The fear did subside for me after a while. I used to have panic attacks in addition to a crises...when I was around 18, mainly because I would start thinking about how awful the crises would be. I would hyperventilate and make myself more sick totally freaking out. I think it's a process that one has to go through, until eventually you see it as just another part of you. An ugly part...but it's there nonetheless.

By the way re: exercising, I read somewhere that high impact exercises like the treadmill, running and jumping actually hurt rather than help with sickle cell. Try something else, like yoga, home exercise DVDs, lifting weights or cycling...I use the elliptical, but I break it up, 2 10 minute segments, then do weights and crunches. It's a myth that sicklers can't exercise, you just have to find the right combo for you.
Hello Dayo,

I am 36 years old and I have been suffering with Sickle Cell Crises since the age of 4. I can definitely relate to the fear and paranoia you feel about getting sick. Like you I also have Avascular Necrosis and Arthritis. I have also been diagnosed with Mitral Valve Prolapse which affects my heart, Deep Vein Thrombosis (blood clot) in my groin, Splenomegaly (enlarged spleen) and most recently Interstitial Cystitis which affects my bladder.

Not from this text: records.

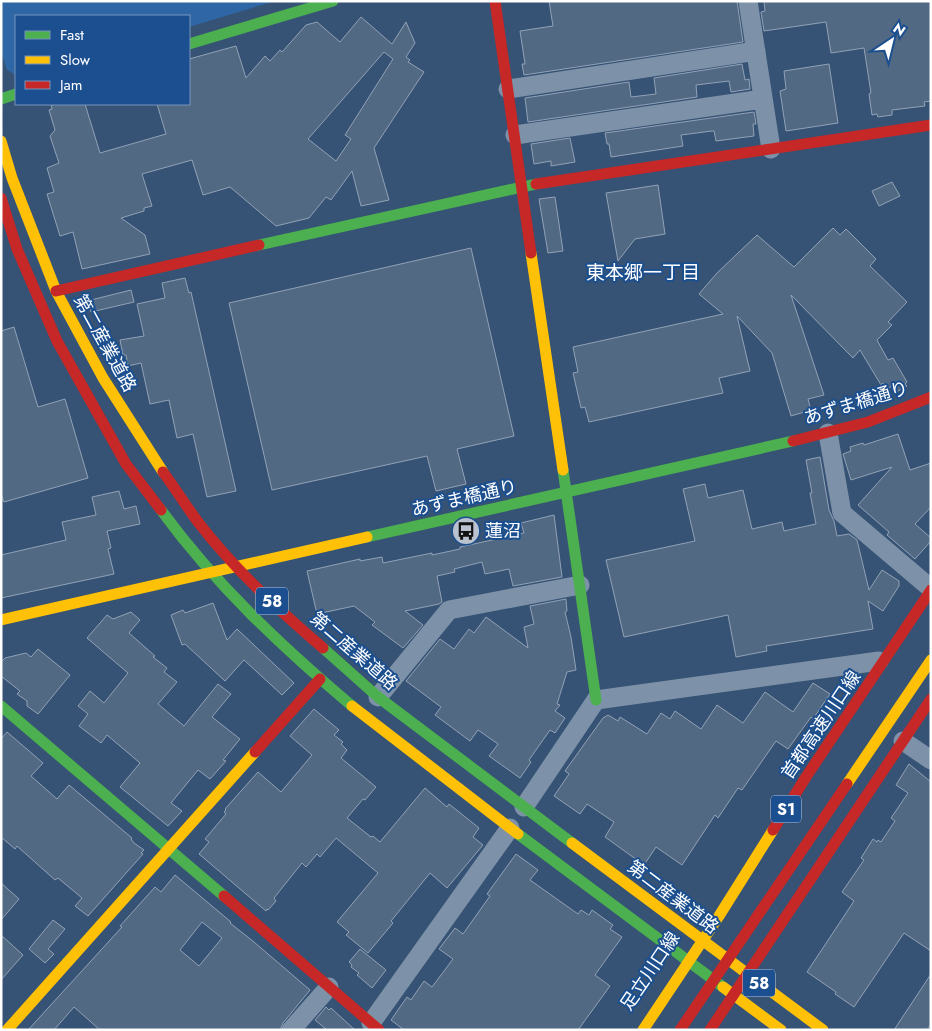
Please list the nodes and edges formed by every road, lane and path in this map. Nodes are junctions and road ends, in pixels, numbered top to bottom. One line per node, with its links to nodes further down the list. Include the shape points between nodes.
1 (333, 1): 4 (main road)
2 (495, 1): 6 (main road)
3 (748, 1): 5 (street)
4 (190, 44)
5 (756, 51): 6 (street); 9 (street)
6 (508, 89): 11 (main road)
7 (15, 94): 8 (main road)
8 (1, 99)
9 (763, 99): 11 (street); 13 (street)
10 (931, 125): 13 (main road)
11 (515, 135): 14 (main road)
12 (1, 141): 16 (main road, 第二産業道路 / 58)
13 (771, 149): 14 (main road)
14 (522, 186): 16 (main road); 19 (main road)
15 (1, 198): 21 (main road, 第二産業道路 / 58, via 17,249 38,299 84,390 126,464 176,531)
16 (56, 291): 20 (main road, 第二産業道路 / 58, via 103,378 149,452 199,523)
17 (931, 397): 18 (main road, あずま橋通り, via 868,422)
18 (828, 433): 19 (main road, あずま橋通り); 23 (street, via 842,513)
19 (566, 492): 20 (main road, あずま橋通り); 22 (main road)
20 (237, 568): 21 (main road, あずま橋通り); 29 (main road, 第二産業道路 / 58)
21 (212, 572): 24 (main road, あずま橋通り); 27 (main road, 第二産業道路 / 58)
22 (580, 585): 29 (street, via 449,610); 31 (main road)
23 (930, 586): 26 (main road, 足立川口線); 50 (main road, 首都高速川口線 / S1)
24 (1, 620)
25 (931, 660): 41 (main road)
26 (879, 661): 31 (street); 38 (main road, 足立川口線)
27 (320, 679): 36 (main road, 第二産業道路 / 58); 37 (main road)
28 (931, 685): 52 (main road)
29 (378, 697): 35 (main road, 第二産業道路 / 58)
30 (931, 699): 33 (main road)
31 (596, 700): 35 (street)
32 (1, 706): 37 (main road)
33 (903, 741): 34 (street); 42 (main road)
34 (931, 760)
35 (524, 807): 38 (main road, 第二産業道路 / 58)
36 (510, 828): 39 (main road, 第二産業道路 / 58); 46 (street)
37 (168, 850): 44 (main road); 47 (main road)
38 (695, 935): 39 (main road, 足立川口線); 40 (main road, 第二産業道路 / 58)
39 (682, 956): 40 (main road, 第二産業道路 / 58); 49 (main road, 足立川口線)
40 (706, 959): 41 (main road, 第二産業道路 / 58); 43 (main road, 第二産業道路 / 58)
41 (728, 960): 42 (main road, 第二産業道路 / 58); 43 (main road)
42 (747, 975): 45 (main road); 55 (main road, 第二産業道路 / 58)
43 (714, 981): 45 (main road, 第二産業道路 / 58); 51 (main road)
44 (329, 986): 46 (main road); 48 (street)
45 (734, 995): 53 (main road); 54 (main road, 第二産業道路 / 58)
46 (375, 1026)
47 (7, 1030)
48 (291, 1030)
49 (632, 1030)
50 (643, 1030)
51 (680, 1030)
52 (701, 1030)
53 (710, 1030)
54 (781, 1030)
55 (823, 1030)

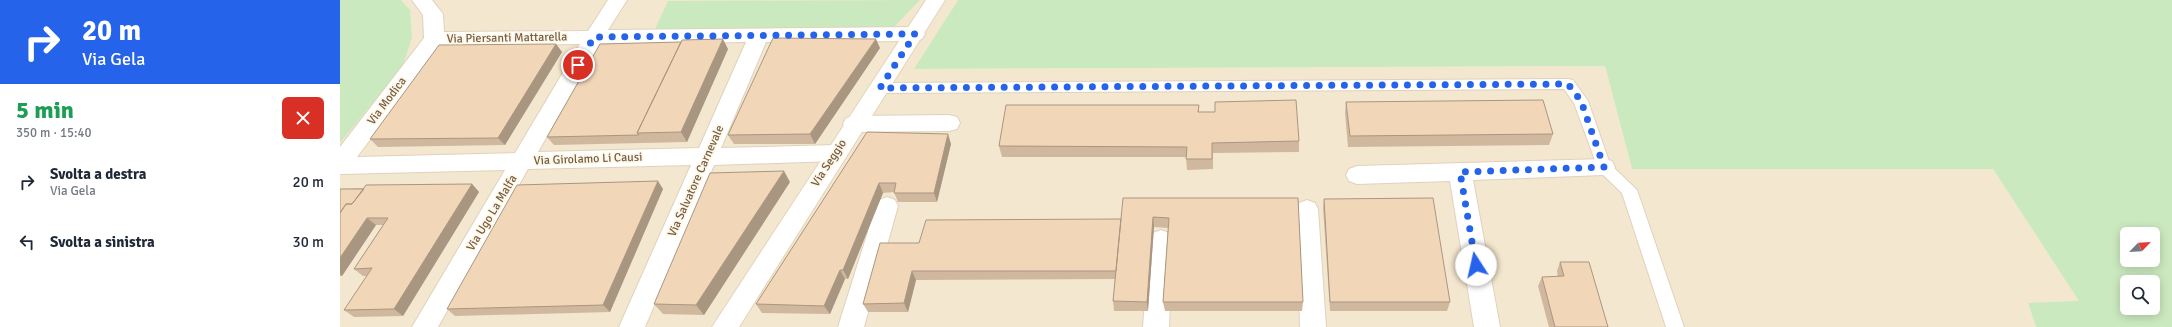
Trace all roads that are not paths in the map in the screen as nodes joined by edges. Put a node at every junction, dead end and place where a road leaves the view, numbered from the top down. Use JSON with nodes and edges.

I am hospitalized between 6 to 9 times a year sometimes even more. Over the years I have learned how to deal with the sickle cell crises and my paranoia has subsided in regards to that. When I developed these other ailments due to my sickle crises my fears became exacerbated. It sometimes weighs heavy on my heart.

Fortunately, I am a God fearing women and I know He is my strength and my salvation. I do have those moments (especially dealing with the blood clot) that I get really scared and think that any wrong move will instantly take my life, but in those moments I still have to remind myself that My Father God has my life in the palm of His hands and I must remain prayerful and faithful. I am still a VERY BLESSED WOMEN OF GOD!
Hi Dayo

I have just joined today. I was diagnosed at age 9,im now 27. I was fairly ignorant of what sickle cell was but i began to wonder in time why i was having severe pains. In time I learned what to avoid. I was afraid of falling sick when away from home...I still am.A crisis is unpredictable so i just make sure i always have my meds and pray God help me and he always does.